3. Listen to your customer’s feedback

Capture it, record it, consider and evaluate it. This feedback, hard though it may be to hear or even accept, is what will ultimately dictate the success or failure of the product you are building. Many companies have achieved legendary pivots (changes in direction) based on Design Thinking led feedback, which informed decisions about which products to build, expand and revise. The Slack work communication tool is the latest in a long line of products that emerged from the ashes of another failed project (a new game in Slack’s case).
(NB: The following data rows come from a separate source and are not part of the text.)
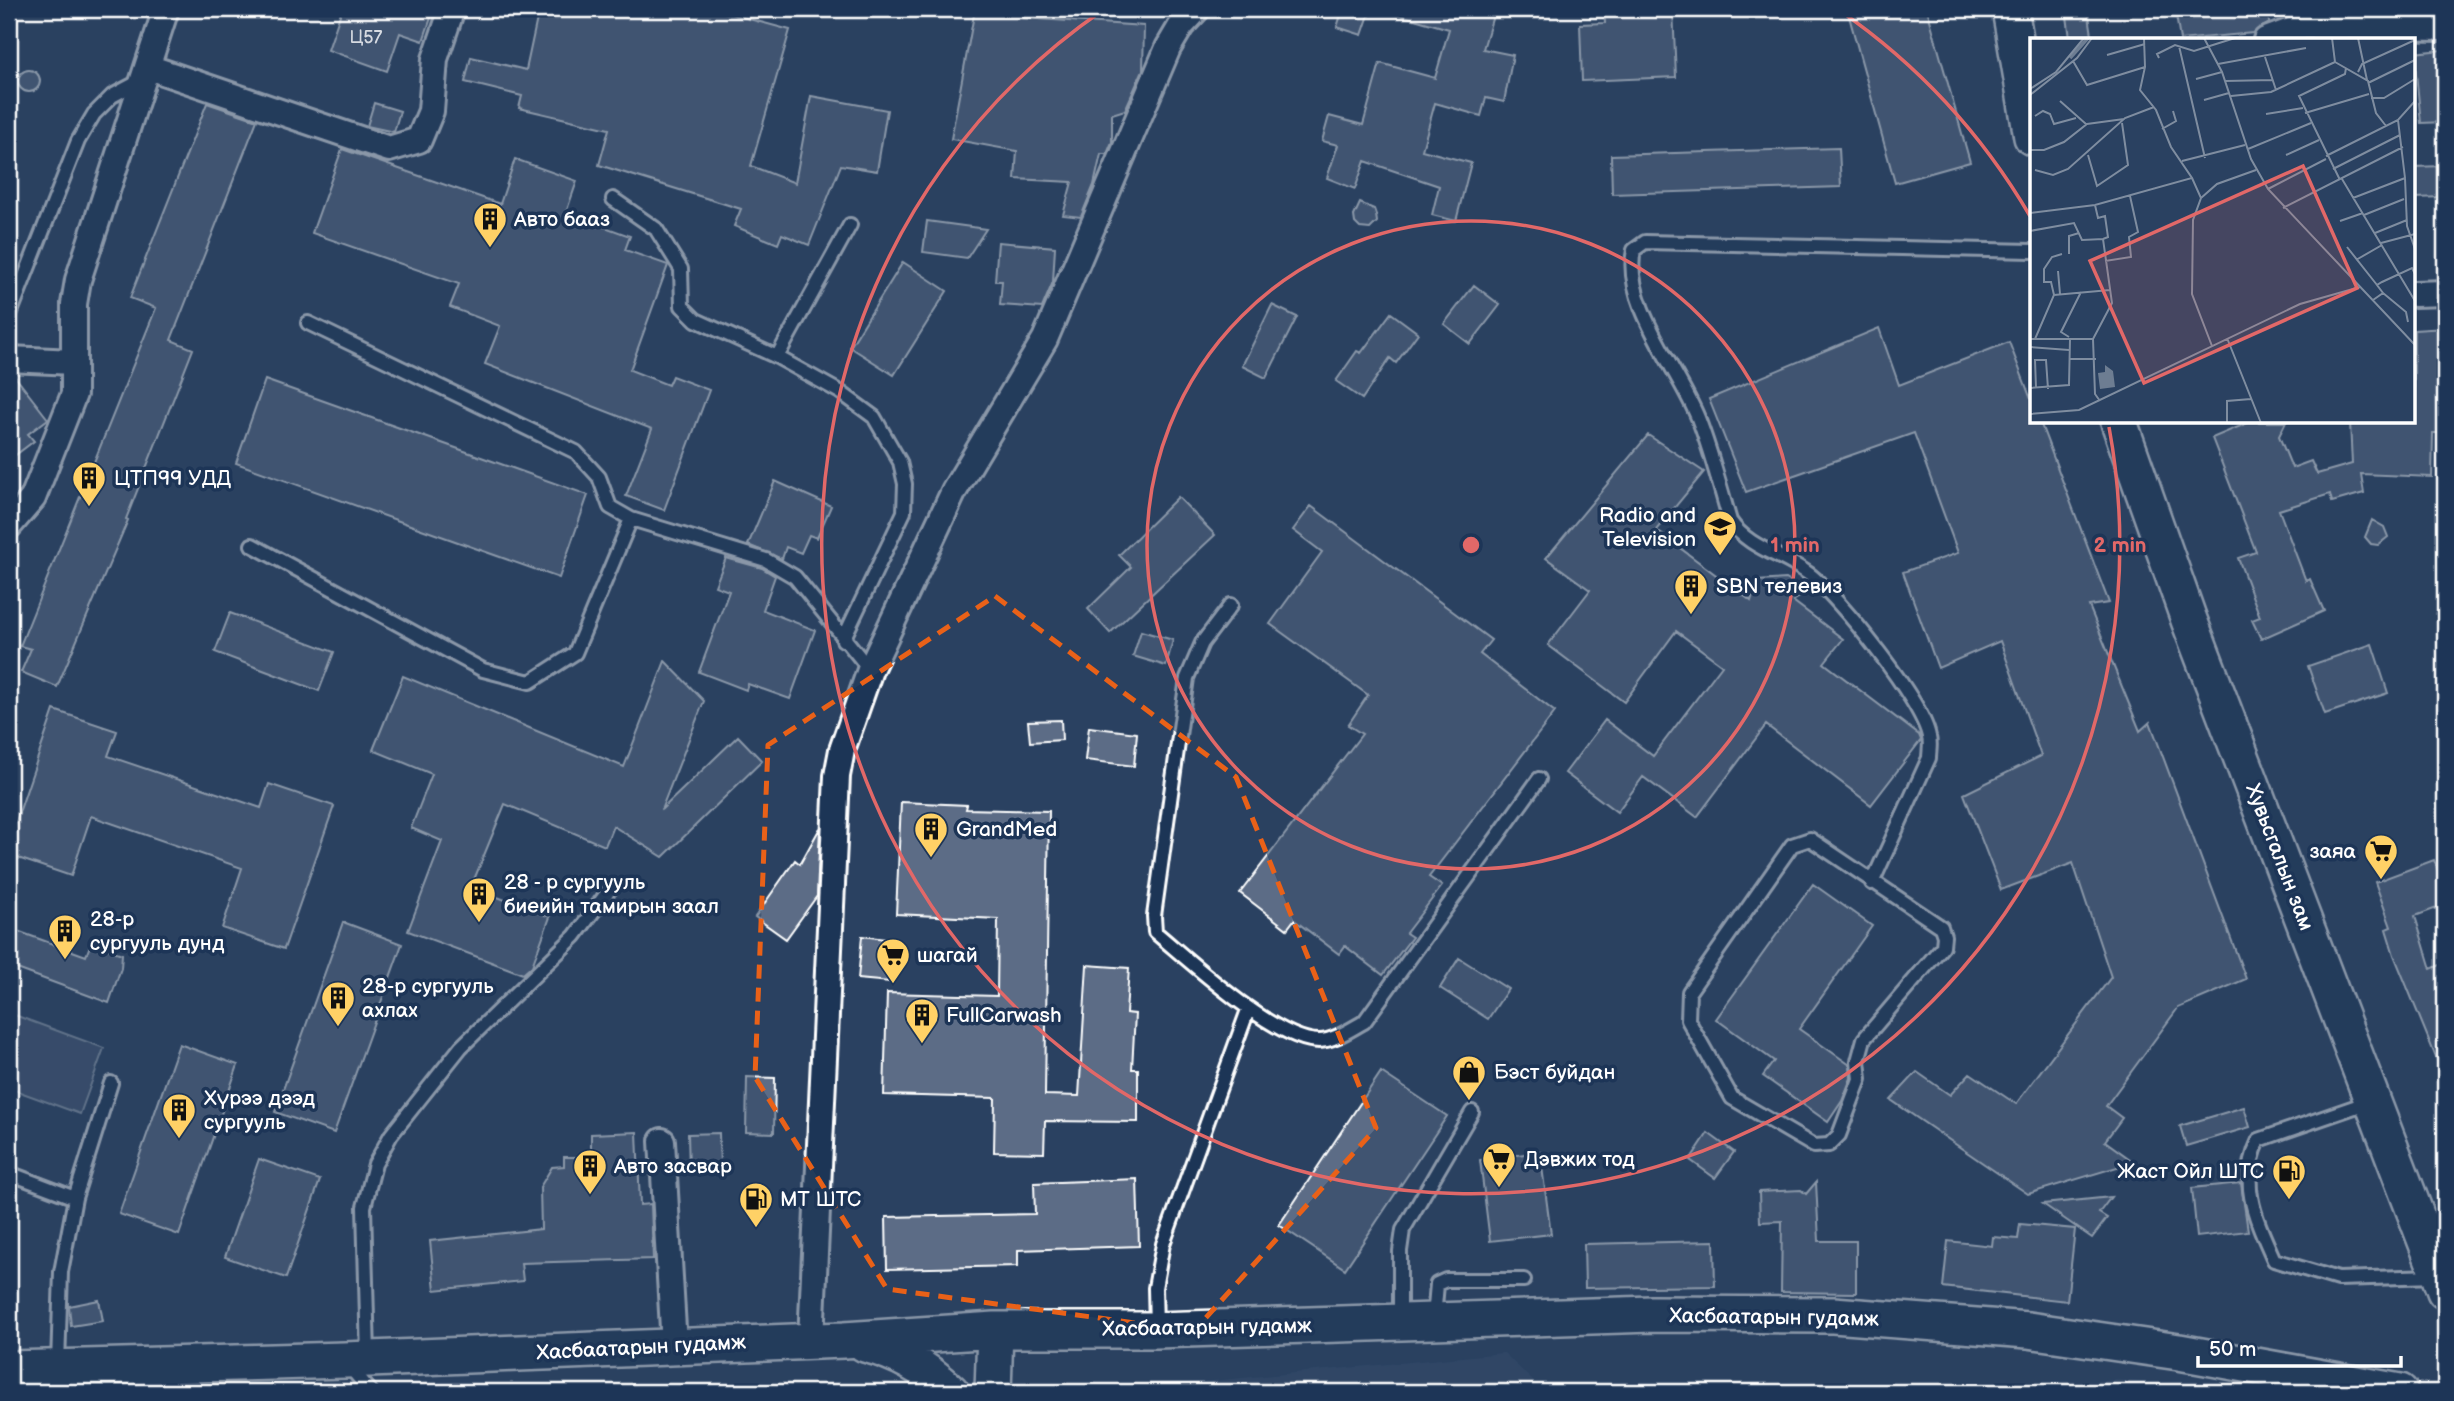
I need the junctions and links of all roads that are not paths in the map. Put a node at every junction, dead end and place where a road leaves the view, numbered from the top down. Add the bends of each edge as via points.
1 (166, 9) edge
2 (452, 9) edge
3 (1198, 9) edge
4 (2010, 9) edge
5 (2445, 27) edge
6 (2271, 38) edge
7 (2026, 72) edge
8 (146, 73) junction
9 (2030, 115) edge
10 (613, 199) dead end
11 (850, 225) dead end
12 (2030, 251) edge
13 (2445, 293) edge
14 (2416, 294) edge
15 (9, 317) edge
16 (308, 323) dead end
17 (777, 357) junction
18 (9, 359) edge
19 (74, 362) junction
20 (2120, 424) edge
21 (631, 519) junction
22 (9, 526) edge
23 (252, 545) dead end
24 (1231, 605) dead end
25 (843, 640) junction
26 (870, 670) junction
27 (1539, 779) dead end
28 (1872, 883) junction
29 (610, 889) dead end
30 (1248, 1010) junction
31 (111, 1083) dead end
32 (2374, 1100) junction
33 (1472, 1112) dead end
34 (663, 1141) dead end
35 (9, 1172) edge
36 (75, 1198) junction
37 (1524, 1280) dead end
38 (2444, 1287) edge
39 (1417, 1322) junction
40 (995, 1330) junction
41 (1156, 1330) junction
42 (828, 1340) junction
43 (674, 1346) junction
44 (58, 1368) junction
45 (9, 1369) edge
46 (361, 1371) edge
47 (951, 1392) edge
48 (993, 1392) edge
49 (2400, 1392) edge

1 - 8 street
2 - 8 street via 435,59 431,111 419,140 401,147 389,149
3 - 26 street via 1168,48 1045,340 954,491
4 - 7 street
5 - 6 street via 2304,26
7 - 9 street
8 - 15 lane via 94,114 78,141
8 - 19 street via 78,280
10 - 17 lane via 656,229 681,269 682,306 696,320
11 - 17 lane
12 - 28 lane via 1646,242 1634,250 1630,268 1638,292 1655,340 1698,417 1730,522 1740,536 1807,572 1832,593 1873,644 1920,714 1929,736 1929,758
13 - 14 street
16 - 21 lane via 576,452 599,477 610,507
17 - 25 lane via 874,417 900,462 904,512
18 - 19 street
19 - 22 street via 74,394 67,416 33,498
20 - 32 street, Хувьсгалын зам via 2189,620
21 - 23 lane via 575,653 530,681 483,670
21 - 25 lane via 766,560 795,577
24 - 30 lane via 1202,643 1187,678 1154,916 1155,932
25 - 26 lane
26 - 42 street via 837,776
27 - 30 lane via 1364,1022 1319,1041
28 - 28 lane via 1941,928 1943,946 1864,1039 1858,1061 1860,1079 1839,1135 1829,1145 1814,1146 1732,1098 1688,1020 1689,992 1799,840 1810,839
29 - 46 lane via 575,936 461,1047 391,1135 375,1164 365,1207
30 - 41 lane via 1163,1244 1155,1288
31 - 36 lane
32 - 38 street, Хувьсгалын зам
32 - 38 lane via 2259,1140 2249,1161 2254,1216 2274,1261 2338,1279
33 - 39 lane via 1403,1230
34 - 43 street
35 - 36 lane
36 - 44 lane via 61,1272
37 - 39 lane via 1446,1280 1437,1284
39 - 41 street, Хасбаатарын гудамж
39 - 49 street, Хасбаатарын гудамж via 1652,1314 1833,1315 2028,1330
40 - 41 street, Хасбаатарын гудамж
40 - 42 street, Хасбаатарын гудамж
40 - 48 street
42 - 43 street, Хасбаатарын гудамж
42 - 47 street via 883,1348 918,1366
43 - 46 street, Хасбаатарын гудамж
44 - 45 street, Хасбаатарын гудамж
44 - 46 street, Хасбаатарын гудамж

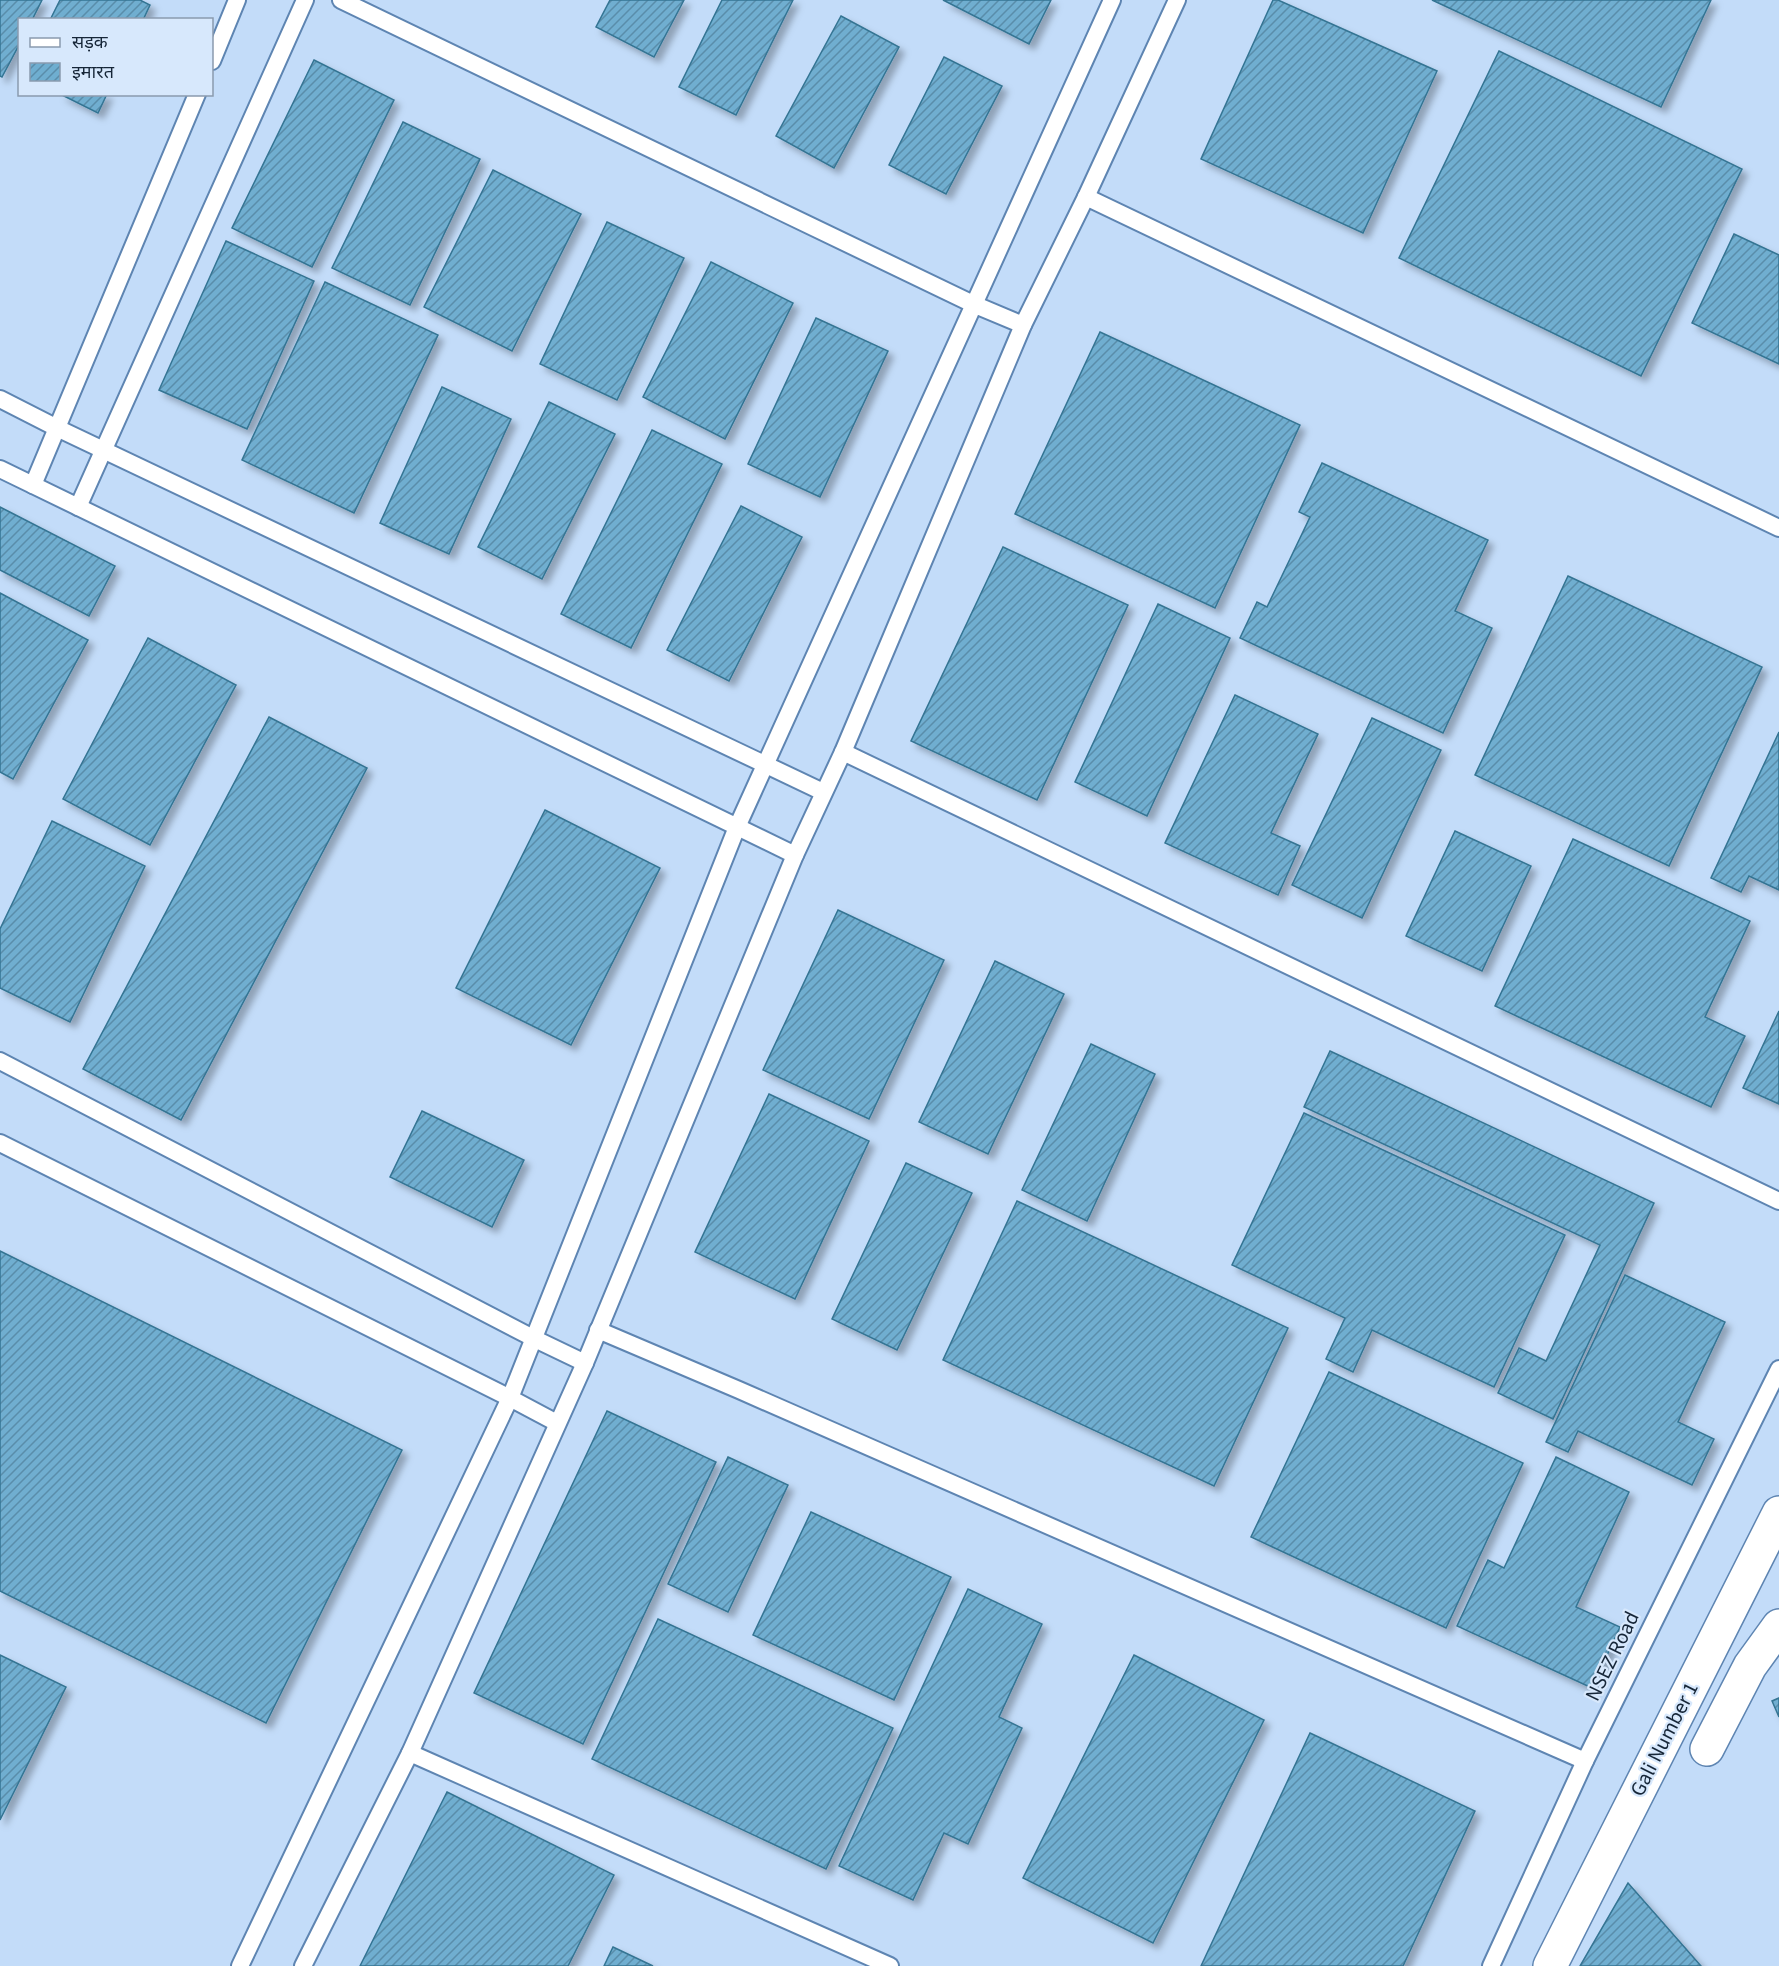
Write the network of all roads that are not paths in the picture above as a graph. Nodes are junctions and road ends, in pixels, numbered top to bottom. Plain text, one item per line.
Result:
1 (237, 0) edge
2 (305, 0) edge
3 (341, 0) edge
4 (1112, 0) edge
5 (1177, 0) edge
6 (213, 59) edge
7 (196, 96) edge
8 (1086, 197) junction
9 (973, 304) junction
10 (1023, 325) junction
11 (0, 399) edge
12 (57, 428) junction
13 (103, 449) junction
14 (0, 469) edge
15 (33, 485) junction
16 (78, 507) junction
17 (1779, 528) edge
18 (843, 752) junction
19 (765, 765) junction
20 (823, 792) junction
21 (737, 827) junction
22 (795, 855) junction
23 (0, 1061) edge
24 (0, 1143) edge
25 (1779, 1201) edge
26 (598, 1330) junction
27 (535, 1339) junction
28 (585, 1363) junction
29 (1779, 1369) edge
30 (510, 1398) junction
31 (557, 1424) junction
32 (1779, 1513) edge
33 (1779, 1626) edge
34 (1707, 1749) dead end
35 (410, 1753) junction
36 (1585, 1761) junction
37 (240, 1966) edge
38 (303, 1966) edge
39 (890, 1966) edge
40 (1491, 1966) edge
41 (1550, 1966) edge

1 - 6 lane
2 - 13 lane
3 - 9 lane
4 - 9 lane
5 - 8 lane
7 - 12 lane
8 - 10 lane
8 - 17 lane
9 - 10 lane
9 - 19 lane
10 - 18 lane
11 - 12 lane
12 - 13 lane
12 - 15 lane
13 - 16 lane
13 - 19 lane
14 - 15 lane
15 - 16 lane
16 - 21 lane
18 - 20 lane
18 - 25 lane
19 - 20 lane
19 - 21 lane
20 - 22 lane
21 - 22 lane
21 - 27 lane
22 - 26 lane
23 - 27 lane
24 - 30 lane
26 - 28 lane
26 - 36 lane
27 - 28 lane
27 - 30 lane
28 - 31 lane
29 - 36 lane, NSEZ Road
30 - 31 lane
30 - 37 lane
31 - 35 lane
32 - 41 street, Gali Number 1
33 - 34 street
35 - 38 lane
35 - 39 lane
36 - 40 lane, NSEZ Road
4. Share the insights learned from a Design Thinking approach

It makes sense to ensure as many people see the ideas developed as possible. Design Thinking can help encourage an internal culture of asking seemingly stupid questions. What does it do? Why is it facing that way? How do you turn it on / off? It is surprising how often-bad products are developed because no one felt comfortable asking why something was the way that it was. Many companies often document the same insights multiple times, without realising someone else has already done so. A Design Thinking inspired show and tell approach can help to ensure that innovation is rapidly showcased and communicated within the organisation.

5. Understand that using Design Thinking within managed constraints will drive and inspire creativity and innovation

Human creativity knows no bounds and unfocused innovation can lead to unusable and unused products. Paul Allen, one-half of the very successful founders of Microsoft, tried to support an open-ended innovation centre. Unfortunately, without limits, a clear direction or budgetary constraints the project wildly overspent with nothing significant to show for it. Allen had to shut the initiative down, concluding too much freedom was not conducive to successful innovation in an organisation.

Compare Allen’s example with Apple’s strategy from 1997 until today, where Steve Jobs’ Design Thinking led vision has been embedded within the long term business strategy of Apple. His vision is clearly identifiable in modern Apple products and demonstrates the benefits of a managed Design Thinking approach.